- **EXERCISE BRIEF**
Copy the records below exactly, omitting any pictures they contain.

- **INPUT DATA**
▬▬▬▬▬▬▬▬▬▬
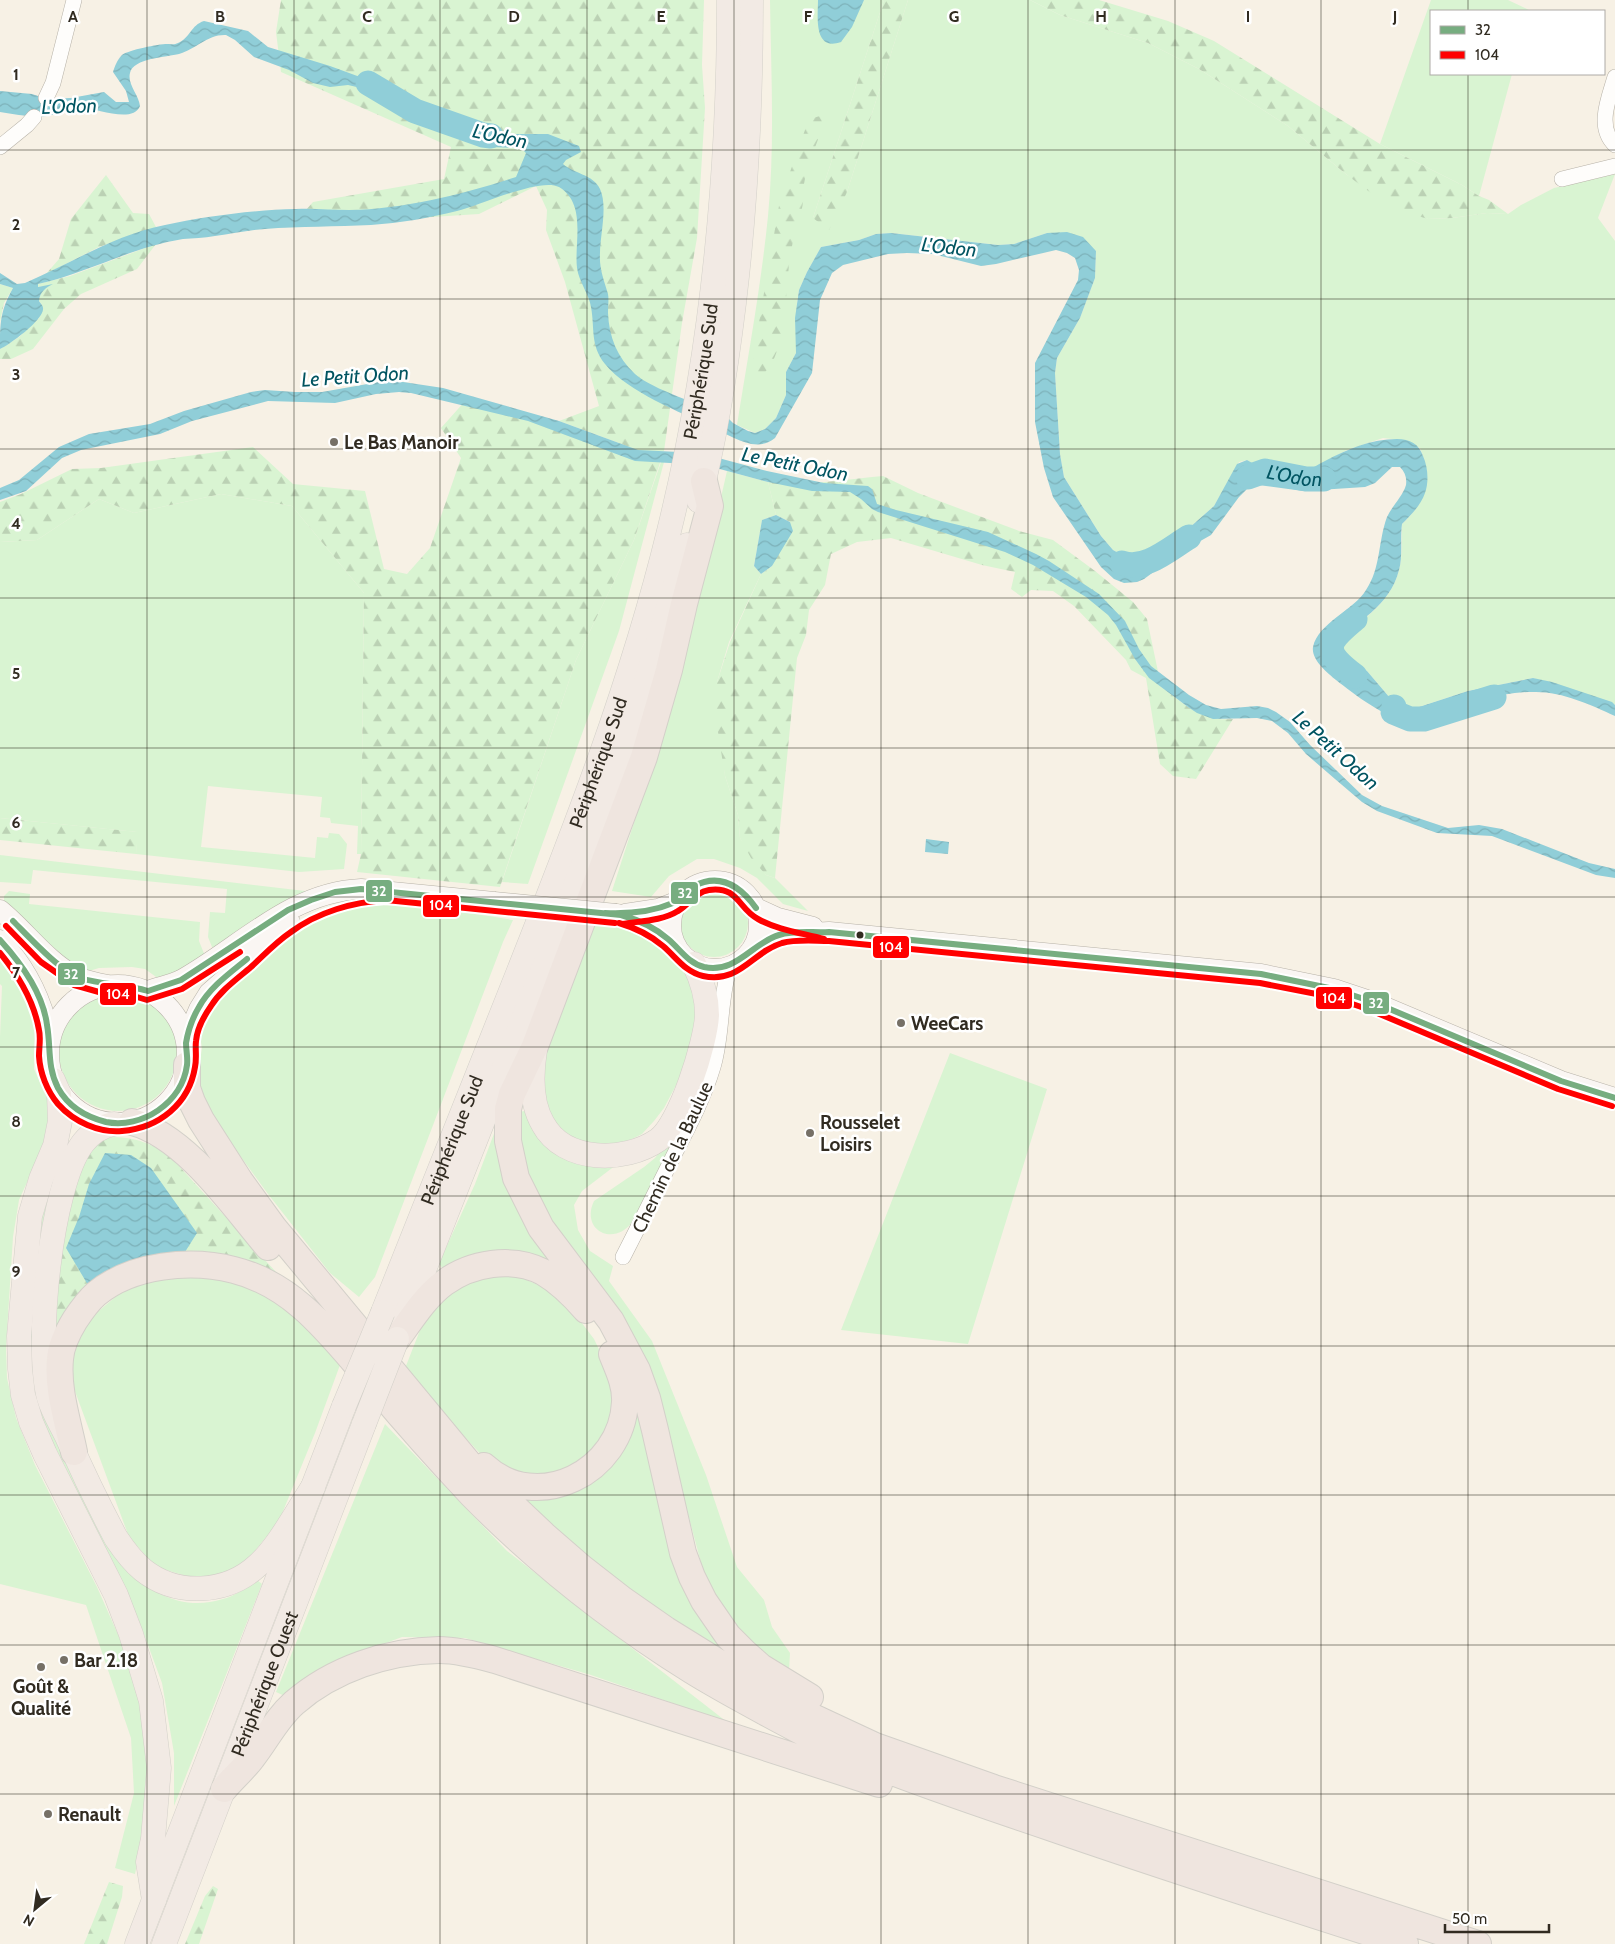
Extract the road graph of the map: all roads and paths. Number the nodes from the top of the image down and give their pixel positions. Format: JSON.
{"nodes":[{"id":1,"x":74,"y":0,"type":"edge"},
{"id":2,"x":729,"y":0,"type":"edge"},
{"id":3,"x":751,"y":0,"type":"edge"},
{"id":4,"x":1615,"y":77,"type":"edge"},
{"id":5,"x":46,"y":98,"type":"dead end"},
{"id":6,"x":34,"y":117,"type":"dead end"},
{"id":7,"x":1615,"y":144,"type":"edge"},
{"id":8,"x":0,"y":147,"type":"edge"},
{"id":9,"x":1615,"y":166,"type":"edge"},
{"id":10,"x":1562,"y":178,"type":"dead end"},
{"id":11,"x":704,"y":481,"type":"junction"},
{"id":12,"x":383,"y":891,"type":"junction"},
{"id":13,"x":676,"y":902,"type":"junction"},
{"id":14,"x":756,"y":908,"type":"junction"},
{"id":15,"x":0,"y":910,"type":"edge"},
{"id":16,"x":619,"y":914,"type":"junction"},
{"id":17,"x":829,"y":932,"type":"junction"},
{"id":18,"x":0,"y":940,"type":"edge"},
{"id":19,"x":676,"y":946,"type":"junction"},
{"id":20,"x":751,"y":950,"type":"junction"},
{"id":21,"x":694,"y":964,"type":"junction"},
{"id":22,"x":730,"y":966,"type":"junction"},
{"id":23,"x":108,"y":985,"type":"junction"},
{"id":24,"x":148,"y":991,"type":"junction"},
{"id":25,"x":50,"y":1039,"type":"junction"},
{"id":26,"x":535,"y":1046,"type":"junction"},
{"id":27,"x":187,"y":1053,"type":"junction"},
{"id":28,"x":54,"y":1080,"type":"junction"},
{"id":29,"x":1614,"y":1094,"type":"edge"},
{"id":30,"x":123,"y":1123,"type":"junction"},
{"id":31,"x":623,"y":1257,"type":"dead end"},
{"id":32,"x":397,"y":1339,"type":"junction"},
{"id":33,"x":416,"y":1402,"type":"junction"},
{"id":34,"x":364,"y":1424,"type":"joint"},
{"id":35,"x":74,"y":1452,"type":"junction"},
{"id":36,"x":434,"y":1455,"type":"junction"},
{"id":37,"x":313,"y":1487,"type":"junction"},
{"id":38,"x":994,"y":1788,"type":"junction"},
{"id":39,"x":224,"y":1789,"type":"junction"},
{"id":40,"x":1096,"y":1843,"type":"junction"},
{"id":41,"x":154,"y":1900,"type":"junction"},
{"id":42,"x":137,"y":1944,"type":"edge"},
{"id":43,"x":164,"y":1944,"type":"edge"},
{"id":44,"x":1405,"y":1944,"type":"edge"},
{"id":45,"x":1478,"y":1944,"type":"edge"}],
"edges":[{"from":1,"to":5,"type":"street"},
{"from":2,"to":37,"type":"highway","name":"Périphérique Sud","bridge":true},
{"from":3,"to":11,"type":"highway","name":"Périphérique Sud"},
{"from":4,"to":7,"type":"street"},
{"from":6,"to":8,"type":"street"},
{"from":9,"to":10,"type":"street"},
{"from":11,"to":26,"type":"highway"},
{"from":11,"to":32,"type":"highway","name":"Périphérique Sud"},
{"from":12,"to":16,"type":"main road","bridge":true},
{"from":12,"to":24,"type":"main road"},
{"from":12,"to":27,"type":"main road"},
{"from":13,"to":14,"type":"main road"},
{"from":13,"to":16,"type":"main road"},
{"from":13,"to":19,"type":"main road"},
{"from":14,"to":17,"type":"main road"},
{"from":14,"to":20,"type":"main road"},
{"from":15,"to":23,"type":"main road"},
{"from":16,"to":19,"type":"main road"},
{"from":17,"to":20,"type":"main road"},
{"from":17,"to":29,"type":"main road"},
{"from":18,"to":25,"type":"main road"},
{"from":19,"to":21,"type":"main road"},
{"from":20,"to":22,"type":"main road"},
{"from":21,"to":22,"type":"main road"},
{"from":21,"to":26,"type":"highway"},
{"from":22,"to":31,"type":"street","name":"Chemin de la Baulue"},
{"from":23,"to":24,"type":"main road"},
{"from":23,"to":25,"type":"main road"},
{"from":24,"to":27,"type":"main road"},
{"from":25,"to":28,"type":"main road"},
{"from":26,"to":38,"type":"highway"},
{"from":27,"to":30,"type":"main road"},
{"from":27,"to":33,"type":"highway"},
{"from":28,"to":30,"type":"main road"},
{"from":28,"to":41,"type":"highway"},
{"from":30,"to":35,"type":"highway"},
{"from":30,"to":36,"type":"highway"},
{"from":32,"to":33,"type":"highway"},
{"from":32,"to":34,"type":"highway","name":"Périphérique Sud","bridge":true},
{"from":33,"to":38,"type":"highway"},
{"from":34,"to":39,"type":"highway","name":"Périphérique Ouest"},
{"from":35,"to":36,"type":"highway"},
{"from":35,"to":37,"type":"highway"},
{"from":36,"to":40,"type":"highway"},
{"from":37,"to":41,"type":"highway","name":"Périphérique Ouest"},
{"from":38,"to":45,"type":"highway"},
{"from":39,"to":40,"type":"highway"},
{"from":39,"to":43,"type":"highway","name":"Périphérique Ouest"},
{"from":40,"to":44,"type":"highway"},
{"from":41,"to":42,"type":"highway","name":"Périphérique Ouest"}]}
▬▬▬▬▬▬▬▬▬▬
- **OUTPUT FOR THIS TASK**
Extract the road graph of the map: all roads and paths. Number the nodes from the top of the image down and give their pixel positions. Format: JSON.
{"nodes":[{"id":1,"x":74,"y":0,"type":"edge"},
{"id":2,"x":729,"y":0,"type":"edge"},
{"id":3,"x":751,"y":0,"type":"edge"},
{"id":4,"x":1615,"y":77,"type":"edge"},
{"id":5,"x":46,"y":98,"type":"dead end"},
{"id":6,"x":34,"y":117,"type":"dead end"},
{"id":7,"x":1615,"y":144,"type":"edge"},
{"id":8,"x":0,"y":147,"type":"edge"},
{"id":9,"x":1615,"y":166,"type":"edge"},
{"id":10,"x":1562,"y":178,"type":"dead end"},
{"id":11,"x":704,"y":481,"type":"junction"},
{"id":12,"x":383,"y":891,"type":"junction"},
{"id":13,"x":676,"y":902,"type":"junction"},
{"id":14,"x":756,"y":908,"type":"junction"},
{"id":15,"x":0,"y":910,"type":"edge"},
{"id":16,"x":619,"y":914,"type":"junction"},
{"id":17,"x":829,"y":932,"type":"junction"},
{"id":18,"x":0,"y":940,"type":"edge"},
{"id":19,"x":676,"y":946,"type":"junction"},
{"id":20,"x":751,"y":950,"type":"junction"},
{"id":21,"x":694,"y":964,"type":"junction"},
{"id":22,"x":730,"y":966,"type":"junction"},
{"id":23,"x":108,"y":985,"type":"junction"},
{"id":24,"x":148,"y":991,"type":"junction"},
{"id":25,"x":50,"y":1039,"type":"junction"},
{"id":26,"x":535,"y":1046,"type":"junction"},
{"id":27,"x":187,"y":1053,"type":"junction"},
{"id":28,"x":54,"y":1080,"type":"junction"},
{"id":29,"x":1614,"y":1094,"type":"edge"},
{"id":30,"x":123,"y":1123,"type":"junction"},
{"id":31,"x":623,"y":1257,"type":"dead end"},
{"id":32,"x":397,"y":1339,"type":"junction"},
{"id":33,"x":416,"y":1402,"type":"junction"},
{"id":34,"x":364,"y":1424,"type":"joint"},
{"id":35,"x":74,"y":1452,"type":"junction"},
{"id":36,"x":434,"y":1455,"type":"junction"},
{"id":37,"x":313,"y":1487,"type":"junction"},
{"id":38,"x":994,"y":1788,"type":"junction"},
{"id":39,"x":224,"y":1789,"type":"junction"},
{"id":40,"x":1096,"y":1843,"type":"junction"},
{"id":41,"x":154,"y":1900,"type":"junction"},
{"id":42,"x":137,"y":1944,"type":"edge"},
{"id":43,"x":164,"y":1944,"type":"edge"},
{"id":44,"x":1405,"y":1944,"type":"edge"},
{"id":45,"x":1478,"y":1944,"type":"edge"}],
"edges":[{"from":1,"to":5,"type":"street"},
{"from":2,"to":37,"type":"highway","name":"Périphérique Sud","bridge":true},
{"from":3,"to":11,"type":"highway","name":"Périphérique Sud"},
{"from":4,"to":7,"type":"street"},
{"from":6,"to":8,"type":"street"},
{"from":9,"to":10,"type":"street"},
{"from":11,"to":26,"type":"highway"},
{"from":11,"to":32,"type":"highway","name":"Périphérique Sud"},
{"from":12,"to":16,"type":"main road","bridge":true},
{"from":12,"to":24,"type":"main road"},
{"from":12,"to":27,"type":"main road"},
{"from":13,"to":14,"type":"main road"},
{"from":13,"to":16,"type":"main road"},
{"from":13,"to":19,"type":"main road"},
{"from":14,"to":17,"type":"main road"},
{"from":14,"to":20,"type":"main road"},
{"from":15,"to":23,"type":"main road"},
{"from":16,"to":19,"type":"main road"},
{"from":17,"to":20,"type":"main road"},
{"from":17,"to":29,"type":"main road"},
{"from":18,"to":25,"type":"main road"},
{"from":19,"to":21,"type":"main road"},
{"from":20,"to":22,"type":"main road"},
{"from":21,"to":22,"type":"main road"},
{"from":21,"to":26,"type":"highway"},
{"from":22,"to":31,"type":"street","name":"Chemin de la Baulue"},
{"from":23,"to":24,"type":"main road"},
{"from":23,"to":25,"type":"main road"},
{"from":24,"to":27,"type":"main road"},
{"from":25,"to":28,"type":"main road"},
{"from":26,"to":38,"type":"highway"},
{"from":27,"to":30,"type":"main road"},
{"from":27,"to":33,"type":"highway"},
{"from":28,"to":30,"type":"main road"},
{"from":28,"to":41,"type":"highway"},
{"from":30,"to":35,"type":"highway"},
{"from":30,"to":36,"type":"highway"},
{"from":32,"to":33,"type":"highway"},
{"from":32,"to":34,"type":"highway","name":"Périphérique Sud","bridge":true},
{"from":33,"to":38,"type":"highway"},
{"from":34,"to":39,"type":"highway","name":"Périphérique Ouest"},
{"from":35,"to":36,"type":"highway"},
{"from":35,"to":37,"type":"highway"},
{"from":36,"to":40,"type":"highway"},
{"from":37,"to":41,"type":"highway","name":"Périphérique Ouest"},
{"from":38,"to":45,"type":"highway"},
{"from":39,"to":40,"type":"highway"},
{"from":39,"to":43,"type":"highway","name":"Périphérique Ouest"},
{"from":40,"to":44,"type":"highway"},
{"from":41,"to":42,"type":"highway","name":"Périphérique Ouest"}]}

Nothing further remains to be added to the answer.